(DATA IN THIS EXERCISE begins)
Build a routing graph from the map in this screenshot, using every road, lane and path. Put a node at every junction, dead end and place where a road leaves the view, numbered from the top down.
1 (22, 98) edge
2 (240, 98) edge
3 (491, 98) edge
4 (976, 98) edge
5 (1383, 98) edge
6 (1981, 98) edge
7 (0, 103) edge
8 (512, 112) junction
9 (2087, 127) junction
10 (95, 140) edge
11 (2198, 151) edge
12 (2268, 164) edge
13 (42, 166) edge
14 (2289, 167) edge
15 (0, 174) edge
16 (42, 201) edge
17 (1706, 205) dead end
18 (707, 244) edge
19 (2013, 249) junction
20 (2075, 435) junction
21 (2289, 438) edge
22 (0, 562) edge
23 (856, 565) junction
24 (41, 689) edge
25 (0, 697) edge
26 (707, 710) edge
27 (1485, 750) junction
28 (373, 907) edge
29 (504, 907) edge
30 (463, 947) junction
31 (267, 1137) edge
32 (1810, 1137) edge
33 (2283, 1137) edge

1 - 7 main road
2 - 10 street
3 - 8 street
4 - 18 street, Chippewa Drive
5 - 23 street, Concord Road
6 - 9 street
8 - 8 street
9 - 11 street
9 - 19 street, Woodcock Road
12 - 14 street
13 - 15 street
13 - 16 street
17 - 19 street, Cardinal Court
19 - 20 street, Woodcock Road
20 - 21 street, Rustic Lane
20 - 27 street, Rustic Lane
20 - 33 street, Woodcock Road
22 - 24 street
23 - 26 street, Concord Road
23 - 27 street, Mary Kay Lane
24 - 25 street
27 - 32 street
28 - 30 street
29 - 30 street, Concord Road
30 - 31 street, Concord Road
(DATA IN THIS EXERCISE ends)
#### [TASK ITEM]
Where the word "Concord" occurs in a line of the records, copy that line.

#### [WRITTEN ANSWER]
5 - 23 street, Concord Road
23 - 26 street, Concord Road
29 - 30 street, Concord Road
30 - 31 street, Concord Road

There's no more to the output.